What to work on: Below this sentence is a listing; return exactly its lines from the one with "Extract the road graph of the map in this" to the one with "Extract the road graph of the map in the", both kept, and nothing more.

Stored data:
□ □ □
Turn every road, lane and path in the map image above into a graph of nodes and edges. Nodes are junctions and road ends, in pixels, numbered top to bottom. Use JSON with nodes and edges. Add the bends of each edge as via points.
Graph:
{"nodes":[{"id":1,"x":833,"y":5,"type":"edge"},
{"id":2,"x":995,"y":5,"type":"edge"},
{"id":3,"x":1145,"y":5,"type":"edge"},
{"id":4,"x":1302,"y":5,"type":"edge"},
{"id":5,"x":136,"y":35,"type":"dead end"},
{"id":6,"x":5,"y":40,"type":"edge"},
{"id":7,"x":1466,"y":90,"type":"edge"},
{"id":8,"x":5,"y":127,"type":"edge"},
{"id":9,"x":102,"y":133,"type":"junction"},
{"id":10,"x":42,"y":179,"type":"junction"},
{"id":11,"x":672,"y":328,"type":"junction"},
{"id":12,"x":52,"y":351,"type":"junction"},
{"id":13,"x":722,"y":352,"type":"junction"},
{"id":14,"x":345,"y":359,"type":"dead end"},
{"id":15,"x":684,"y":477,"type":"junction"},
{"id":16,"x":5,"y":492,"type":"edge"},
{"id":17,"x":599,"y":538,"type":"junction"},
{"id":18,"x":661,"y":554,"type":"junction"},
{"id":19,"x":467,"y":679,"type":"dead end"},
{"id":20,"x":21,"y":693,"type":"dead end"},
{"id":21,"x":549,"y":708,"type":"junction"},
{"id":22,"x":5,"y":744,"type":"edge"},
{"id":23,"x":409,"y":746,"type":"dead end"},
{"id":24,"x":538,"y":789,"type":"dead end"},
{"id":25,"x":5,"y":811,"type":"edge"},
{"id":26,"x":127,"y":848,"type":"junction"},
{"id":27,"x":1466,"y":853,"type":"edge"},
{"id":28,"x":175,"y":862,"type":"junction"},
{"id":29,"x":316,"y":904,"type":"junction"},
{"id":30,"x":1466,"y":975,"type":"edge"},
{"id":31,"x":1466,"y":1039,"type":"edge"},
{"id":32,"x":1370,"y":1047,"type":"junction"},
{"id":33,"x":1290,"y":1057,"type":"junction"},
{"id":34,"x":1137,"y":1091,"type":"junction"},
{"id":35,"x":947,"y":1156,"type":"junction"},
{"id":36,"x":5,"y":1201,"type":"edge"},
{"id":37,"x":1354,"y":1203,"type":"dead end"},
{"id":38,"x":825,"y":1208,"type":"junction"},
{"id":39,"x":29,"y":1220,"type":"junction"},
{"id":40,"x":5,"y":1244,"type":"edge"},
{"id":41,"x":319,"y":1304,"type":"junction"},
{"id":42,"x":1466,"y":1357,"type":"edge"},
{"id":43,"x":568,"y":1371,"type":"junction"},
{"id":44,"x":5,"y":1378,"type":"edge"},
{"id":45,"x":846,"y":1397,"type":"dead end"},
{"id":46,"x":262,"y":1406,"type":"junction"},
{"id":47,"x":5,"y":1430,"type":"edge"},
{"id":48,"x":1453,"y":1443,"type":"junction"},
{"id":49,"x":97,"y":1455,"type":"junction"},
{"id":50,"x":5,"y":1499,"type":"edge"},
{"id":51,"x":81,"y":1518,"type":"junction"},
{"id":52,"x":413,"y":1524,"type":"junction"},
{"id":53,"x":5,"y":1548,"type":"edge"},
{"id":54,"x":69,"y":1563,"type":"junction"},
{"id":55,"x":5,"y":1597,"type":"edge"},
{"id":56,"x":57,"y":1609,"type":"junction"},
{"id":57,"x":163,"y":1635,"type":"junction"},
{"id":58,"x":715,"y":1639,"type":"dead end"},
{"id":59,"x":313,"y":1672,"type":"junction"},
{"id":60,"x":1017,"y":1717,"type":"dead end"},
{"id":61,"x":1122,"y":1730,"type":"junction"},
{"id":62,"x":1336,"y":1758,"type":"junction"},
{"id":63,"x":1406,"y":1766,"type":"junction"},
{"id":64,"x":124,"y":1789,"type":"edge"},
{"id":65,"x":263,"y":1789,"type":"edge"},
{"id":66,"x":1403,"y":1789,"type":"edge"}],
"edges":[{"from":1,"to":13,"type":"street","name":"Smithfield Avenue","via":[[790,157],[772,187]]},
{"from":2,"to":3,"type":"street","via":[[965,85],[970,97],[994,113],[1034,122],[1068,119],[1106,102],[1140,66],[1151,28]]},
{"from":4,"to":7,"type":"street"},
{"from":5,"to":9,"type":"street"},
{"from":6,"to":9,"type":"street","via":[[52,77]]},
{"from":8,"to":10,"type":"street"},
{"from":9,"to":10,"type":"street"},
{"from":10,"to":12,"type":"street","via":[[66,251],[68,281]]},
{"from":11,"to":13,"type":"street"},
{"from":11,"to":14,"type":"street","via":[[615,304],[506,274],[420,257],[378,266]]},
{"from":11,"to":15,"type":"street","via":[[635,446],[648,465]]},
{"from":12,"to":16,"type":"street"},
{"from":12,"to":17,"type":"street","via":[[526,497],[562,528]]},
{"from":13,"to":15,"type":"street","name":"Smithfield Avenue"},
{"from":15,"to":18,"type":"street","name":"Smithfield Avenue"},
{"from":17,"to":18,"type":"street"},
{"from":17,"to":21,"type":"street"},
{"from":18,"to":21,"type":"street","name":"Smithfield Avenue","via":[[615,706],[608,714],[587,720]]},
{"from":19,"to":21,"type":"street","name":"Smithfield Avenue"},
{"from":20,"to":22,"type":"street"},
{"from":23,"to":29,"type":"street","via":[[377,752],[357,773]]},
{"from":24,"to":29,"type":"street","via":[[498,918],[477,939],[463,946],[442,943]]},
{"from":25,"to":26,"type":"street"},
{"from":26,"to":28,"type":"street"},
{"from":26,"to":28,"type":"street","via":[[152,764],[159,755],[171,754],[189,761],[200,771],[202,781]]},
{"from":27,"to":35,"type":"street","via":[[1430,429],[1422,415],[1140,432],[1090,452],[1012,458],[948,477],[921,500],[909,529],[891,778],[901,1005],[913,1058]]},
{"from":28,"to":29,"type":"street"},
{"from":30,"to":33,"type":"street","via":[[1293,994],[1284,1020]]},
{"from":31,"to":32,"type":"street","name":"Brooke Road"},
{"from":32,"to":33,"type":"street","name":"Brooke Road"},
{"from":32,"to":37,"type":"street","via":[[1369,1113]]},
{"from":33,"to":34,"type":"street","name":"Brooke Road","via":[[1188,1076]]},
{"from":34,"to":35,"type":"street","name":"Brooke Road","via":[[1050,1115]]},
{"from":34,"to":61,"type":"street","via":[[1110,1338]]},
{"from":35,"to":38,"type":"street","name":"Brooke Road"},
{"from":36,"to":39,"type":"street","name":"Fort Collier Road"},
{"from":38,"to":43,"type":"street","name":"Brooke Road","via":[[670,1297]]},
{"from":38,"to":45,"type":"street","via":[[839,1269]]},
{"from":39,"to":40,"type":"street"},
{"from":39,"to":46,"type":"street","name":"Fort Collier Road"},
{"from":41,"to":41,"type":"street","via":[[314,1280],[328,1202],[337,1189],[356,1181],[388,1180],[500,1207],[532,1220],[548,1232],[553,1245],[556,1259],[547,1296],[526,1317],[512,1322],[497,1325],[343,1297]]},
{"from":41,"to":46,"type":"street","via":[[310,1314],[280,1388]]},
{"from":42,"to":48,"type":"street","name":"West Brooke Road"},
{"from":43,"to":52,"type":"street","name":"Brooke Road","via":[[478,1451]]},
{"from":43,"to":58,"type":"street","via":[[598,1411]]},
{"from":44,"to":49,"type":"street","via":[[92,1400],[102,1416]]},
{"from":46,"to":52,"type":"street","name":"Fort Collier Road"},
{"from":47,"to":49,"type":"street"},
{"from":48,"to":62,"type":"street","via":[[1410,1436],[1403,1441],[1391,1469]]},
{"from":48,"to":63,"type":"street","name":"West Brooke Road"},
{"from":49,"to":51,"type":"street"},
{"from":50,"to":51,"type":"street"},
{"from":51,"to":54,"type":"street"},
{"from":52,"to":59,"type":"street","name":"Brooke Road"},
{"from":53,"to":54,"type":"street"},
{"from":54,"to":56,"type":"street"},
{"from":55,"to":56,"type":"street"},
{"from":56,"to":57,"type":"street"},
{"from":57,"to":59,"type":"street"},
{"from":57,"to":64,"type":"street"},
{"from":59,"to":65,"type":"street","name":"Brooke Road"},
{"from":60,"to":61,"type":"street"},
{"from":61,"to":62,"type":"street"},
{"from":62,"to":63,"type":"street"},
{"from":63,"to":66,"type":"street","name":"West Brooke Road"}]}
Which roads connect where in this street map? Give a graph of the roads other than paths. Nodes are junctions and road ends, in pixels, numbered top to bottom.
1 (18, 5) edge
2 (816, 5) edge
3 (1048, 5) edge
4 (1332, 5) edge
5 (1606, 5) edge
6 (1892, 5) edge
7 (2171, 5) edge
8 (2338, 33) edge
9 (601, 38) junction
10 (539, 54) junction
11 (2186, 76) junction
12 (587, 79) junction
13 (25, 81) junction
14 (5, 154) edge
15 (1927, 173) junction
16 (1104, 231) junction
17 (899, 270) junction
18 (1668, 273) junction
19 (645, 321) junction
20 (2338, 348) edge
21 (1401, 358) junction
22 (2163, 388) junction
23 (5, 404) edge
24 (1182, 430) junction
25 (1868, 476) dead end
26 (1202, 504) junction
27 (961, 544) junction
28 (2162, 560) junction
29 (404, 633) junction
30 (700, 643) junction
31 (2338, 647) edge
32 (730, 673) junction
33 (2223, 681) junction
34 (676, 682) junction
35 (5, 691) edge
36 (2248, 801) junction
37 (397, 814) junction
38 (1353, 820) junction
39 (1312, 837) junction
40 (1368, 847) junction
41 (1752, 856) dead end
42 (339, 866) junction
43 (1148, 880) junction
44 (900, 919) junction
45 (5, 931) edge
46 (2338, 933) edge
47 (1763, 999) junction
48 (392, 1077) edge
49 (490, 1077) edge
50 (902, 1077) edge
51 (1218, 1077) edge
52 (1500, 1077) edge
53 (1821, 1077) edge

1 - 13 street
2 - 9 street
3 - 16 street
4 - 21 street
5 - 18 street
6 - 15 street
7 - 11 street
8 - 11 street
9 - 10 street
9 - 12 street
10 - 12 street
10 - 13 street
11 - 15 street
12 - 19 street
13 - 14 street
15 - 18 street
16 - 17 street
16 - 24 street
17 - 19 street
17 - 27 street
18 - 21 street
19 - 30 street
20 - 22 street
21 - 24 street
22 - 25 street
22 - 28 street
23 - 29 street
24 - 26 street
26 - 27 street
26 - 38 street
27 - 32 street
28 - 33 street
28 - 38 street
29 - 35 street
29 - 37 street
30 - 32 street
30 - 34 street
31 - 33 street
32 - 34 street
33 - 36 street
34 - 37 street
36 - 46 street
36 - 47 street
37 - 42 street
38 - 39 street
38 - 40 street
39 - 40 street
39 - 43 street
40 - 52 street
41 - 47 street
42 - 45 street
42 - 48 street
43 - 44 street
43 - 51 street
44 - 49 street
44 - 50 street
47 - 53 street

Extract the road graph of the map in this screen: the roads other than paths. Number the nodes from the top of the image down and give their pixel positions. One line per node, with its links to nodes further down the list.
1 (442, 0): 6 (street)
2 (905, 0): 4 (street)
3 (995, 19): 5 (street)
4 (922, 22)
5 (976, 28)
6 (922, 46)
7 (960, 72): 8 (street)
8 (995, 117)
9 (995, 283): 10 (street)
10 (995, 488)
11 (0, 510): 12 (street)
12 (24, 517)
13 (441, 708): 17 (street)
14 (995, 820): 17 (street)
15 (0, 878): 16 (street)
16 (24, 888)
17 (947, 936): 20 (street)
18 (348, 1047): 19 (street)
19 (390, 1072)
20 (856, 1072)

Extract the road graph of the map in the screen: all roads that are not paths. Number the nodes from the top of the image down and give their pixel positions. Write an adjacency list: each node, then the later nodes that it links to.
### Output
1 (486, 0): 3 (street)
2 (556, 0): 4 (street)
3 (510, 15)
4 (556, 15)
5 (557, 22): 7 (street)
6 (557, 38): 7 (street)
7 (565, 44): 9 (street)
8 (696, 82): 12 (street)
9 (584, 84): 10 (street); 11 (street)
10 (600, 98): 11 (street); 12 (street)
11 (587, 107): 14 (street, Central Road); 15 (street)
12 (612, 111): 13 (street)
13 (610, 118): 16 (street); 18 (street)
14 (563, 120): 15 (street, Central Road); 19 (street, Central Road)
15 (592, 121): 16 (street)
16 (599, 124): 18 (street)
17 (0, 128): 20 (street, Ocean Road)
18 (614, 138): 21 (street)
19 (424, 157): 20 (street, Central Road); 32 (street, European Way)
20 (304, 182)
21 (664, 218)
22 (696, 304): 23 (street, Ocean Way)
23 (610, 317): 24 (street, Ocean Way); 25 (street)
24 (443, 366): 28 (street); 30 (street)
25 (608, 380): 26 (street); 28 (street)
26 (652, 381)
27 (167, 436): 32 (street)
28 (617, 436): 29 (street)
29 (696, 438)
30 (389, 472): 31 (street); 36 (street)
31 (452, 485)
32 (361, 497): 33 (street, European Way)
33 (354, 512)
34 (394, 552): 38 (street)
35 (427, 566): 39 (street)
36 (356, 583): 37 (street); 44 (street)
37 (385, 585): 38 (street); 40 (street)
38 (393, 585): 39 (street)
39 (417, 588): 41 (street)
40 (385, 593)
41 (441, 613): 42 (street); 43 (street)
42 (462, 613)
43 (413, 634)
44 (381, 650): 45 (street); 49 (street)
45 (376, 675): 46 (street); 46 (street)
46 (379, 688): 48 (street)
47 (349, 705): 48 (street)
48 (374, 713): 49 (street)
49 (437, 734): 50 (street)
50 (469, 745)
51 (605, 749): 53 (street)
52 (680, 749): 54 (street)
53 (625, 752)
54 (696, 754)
□ □ □
Exercise solution:
Extract the road graph of the map in this screen: the roads other than paths. Number the nodes from the top of the image down and give their pixel positions. One line per node, with its links to nodes further down the list.
1 (442, 0): 6 (street)
2 (905, 0): 4 (street)
3 (995, 19): 5 (street)
4 (922, 22)
5 (976, 28)
6 (922, 46)
7 (960, 72): 8 (street)
8 (995, 117)
9 (995, 283): 10 (street)
10 (995, 488)
11 (0, 510): 12 (street)
12 (24, 517)
13 (441, 708): 17 (street)
14 (995, 820): 17 (street)
15 (0, 878): 16 (street)
16 (24, 888)
17 (947, 936): 20 (street)
18 (348, 1047): 19 (street)
19 (390, 1072)
20 (856, 1072)

Extract the road graph of the map in the screen: all roads that are not paths. Number the nodes from the top of the image down and give their pixel positions. Write an adjacency list: each node, then the later nodes that it links to.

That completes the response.